Si pudiéramos promocionar este libro como si se tratara de un manuscrito hallado entre las ruinas de un foso, sería válido vociferar por altoparlantes: «¿Quiere usted conocer de primera mano las mentiras de Cabrera Infante? Léase Decirlo todo»; «¿Alguna vez ha querido saber quiénes fueron los represores del Quinquenio Gris? Busque Decirlo Todo»; «¿Realmente existieron las execrables UMAP? No deje de leerse las páginas 123–127 de este libro que presentamos hoy»; «¿Por fin Heberto Padilla manipuló o no a quienes lo apresaron, era culpable o era inocente? Encuentre las respuestas en este volumen»; «¿De veras sabe usted la historia del Caimán Barbudo? Saque sus propias conclusiones leyendo Decirlo todo»; «¿Cuál fue la postura de la Casa de las Américas y del ICAIC en momentos críticos, y cómo se comportaron sus respectivos dirigentes con los incipientes cultivadores de la nueva música que surgía? Encuentre las respuestas aquí»; «¿Ha leído usted a Lezama y sabe cuál era su actitud con respecto a la revolución? Compruebe aquí lo que se ha dicho y lo que no», pero reconozco falta de seriedad en el intento, y no afrontaré tal despropósito, entre otras razones, porque carezco del arrojo y de la fabulosa gracia de Rodríguez Rivera. Ni altoparlantes tengo yo: seguramente porque no es algo que tenía que tener.

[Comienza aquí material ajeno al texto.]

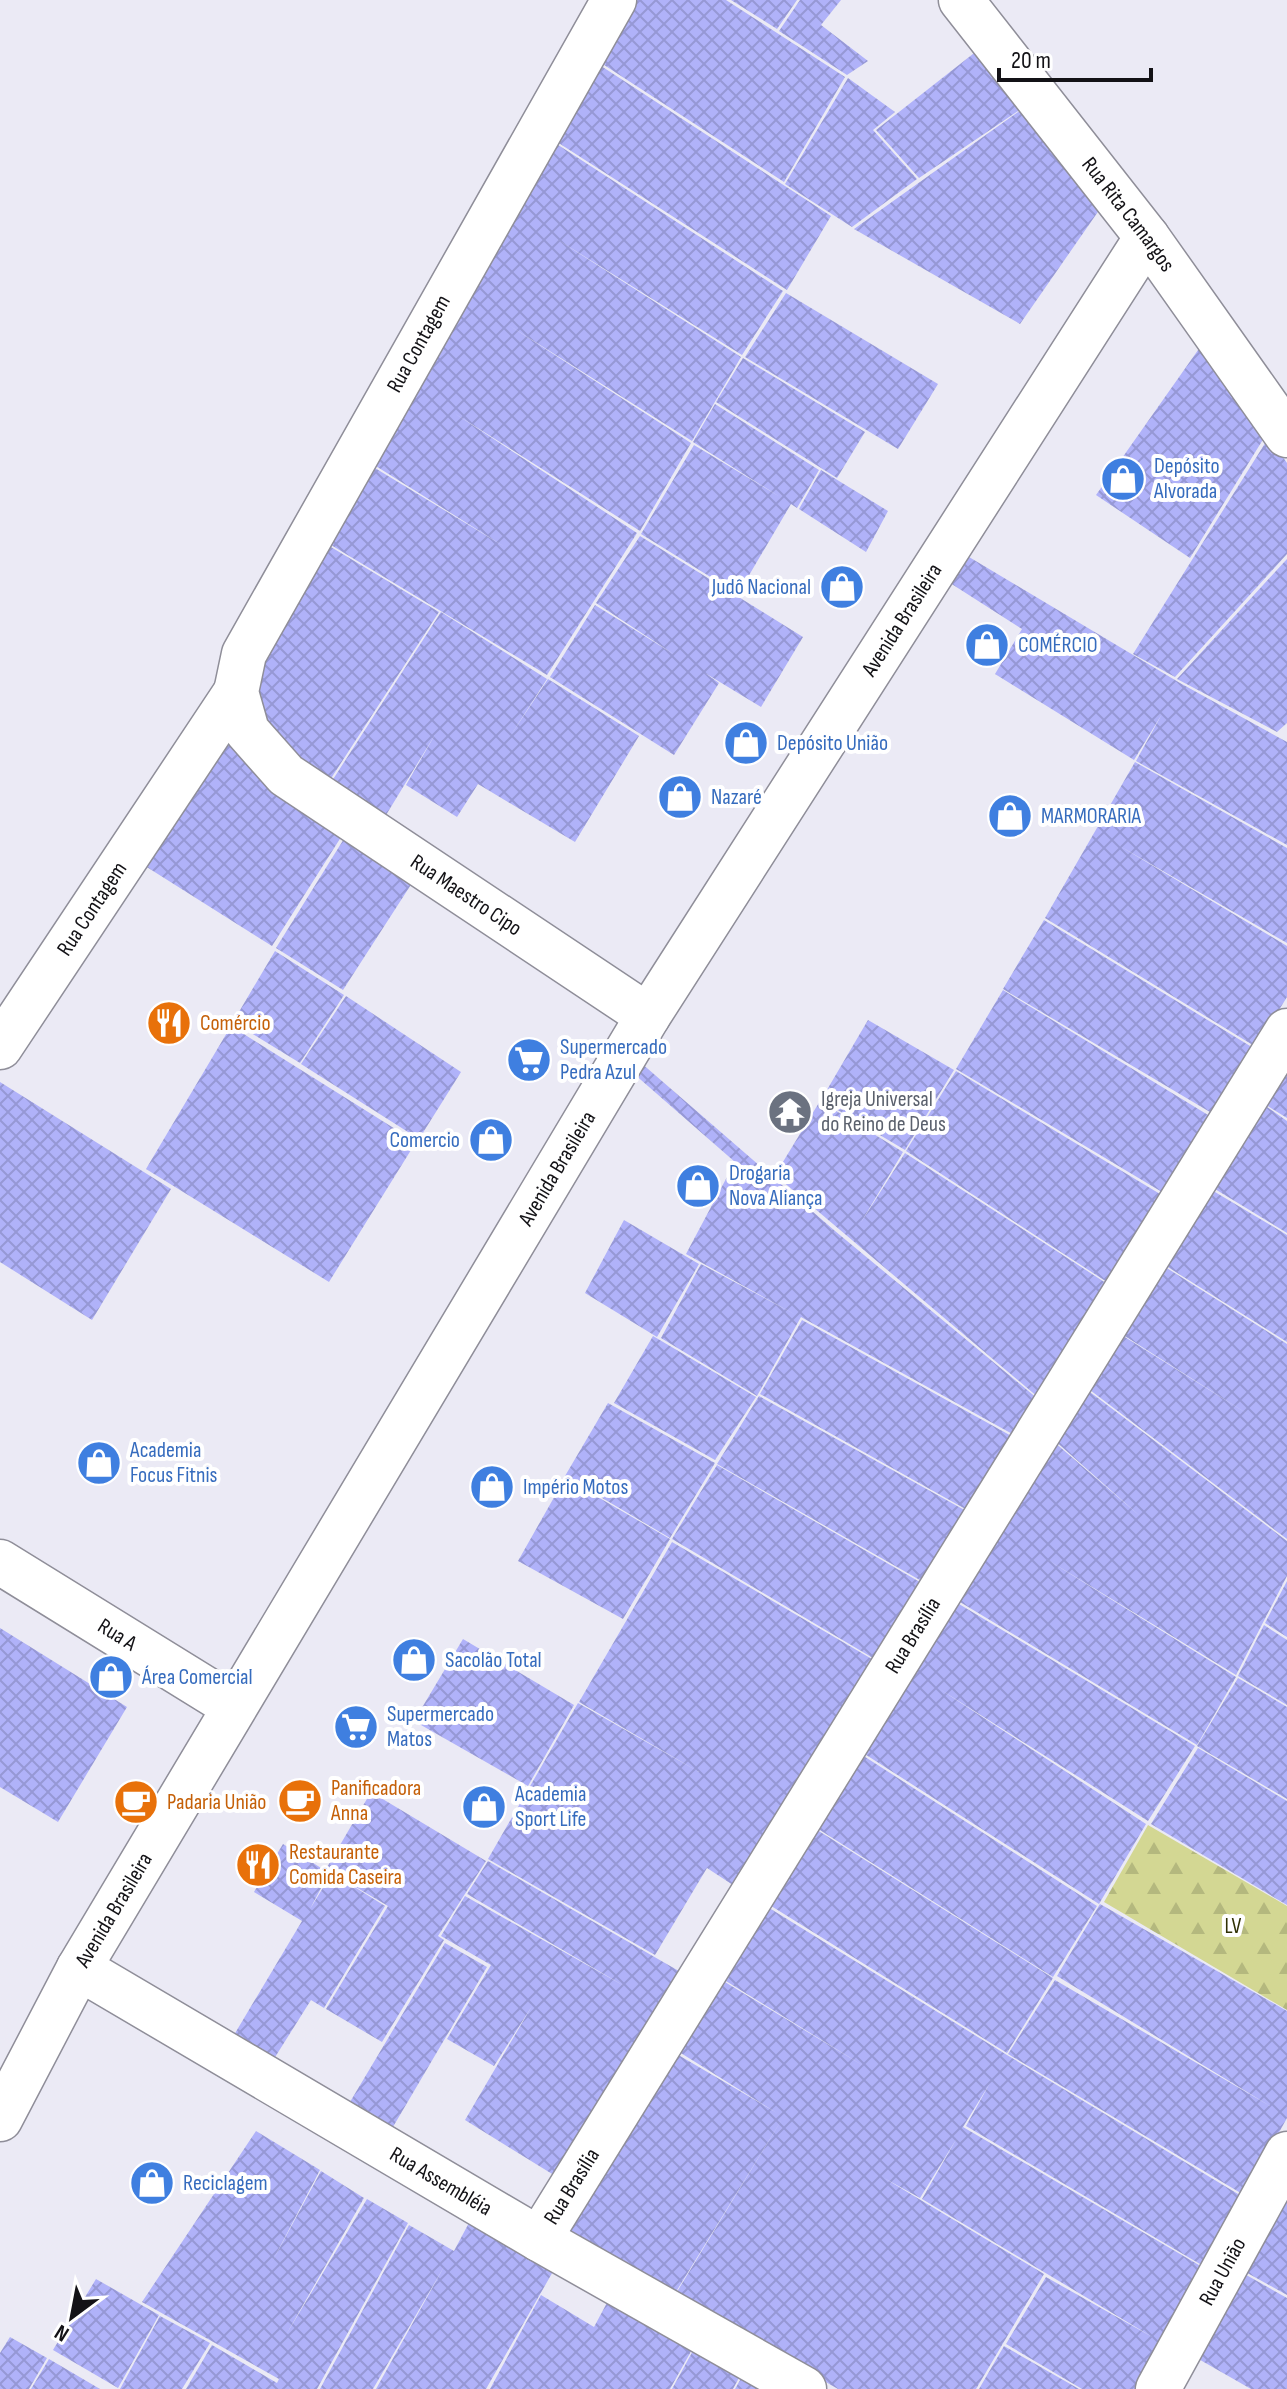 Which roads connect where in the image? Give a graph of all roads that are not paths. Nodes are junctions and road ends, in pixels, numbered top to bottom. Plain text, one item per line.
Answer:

Ya llegando al final de esta suerte de reseña, no debo obviar el elogio a la ilustradora del libro, Pilar Fernández Melo. La portada no puede ser más elocuente. Recreando el archiconocido cartel que hiciera Rostgaard, ese extraordinario diseñador nuestro que supo captar la esencia de la canción protesta con su rosa sangrante, Decirlo Todo, en virtud de su ilustradora, se anuncia como el complemento literario de la misma rosa, cual escritura de protesta, y con los mismos objetivos de la Nueva Trova, pero en versión no musical. Para terminar, me gustaría citar palabras del autor de este libro, que en boca del protagonista de la novela ya mencionada, expresa un anhelo que hoy se ha cumplido: «quería tener la confianza de haber dejado una palabra o un acto, o las dos cosas». ¡Y vaya si nos dejó mucho más! Este libro, sin ir muy lejos, es prueba fehaciente del inmenso legado de Guillermo Rodríguez Rivera, un hombre que amaba decirlo todo.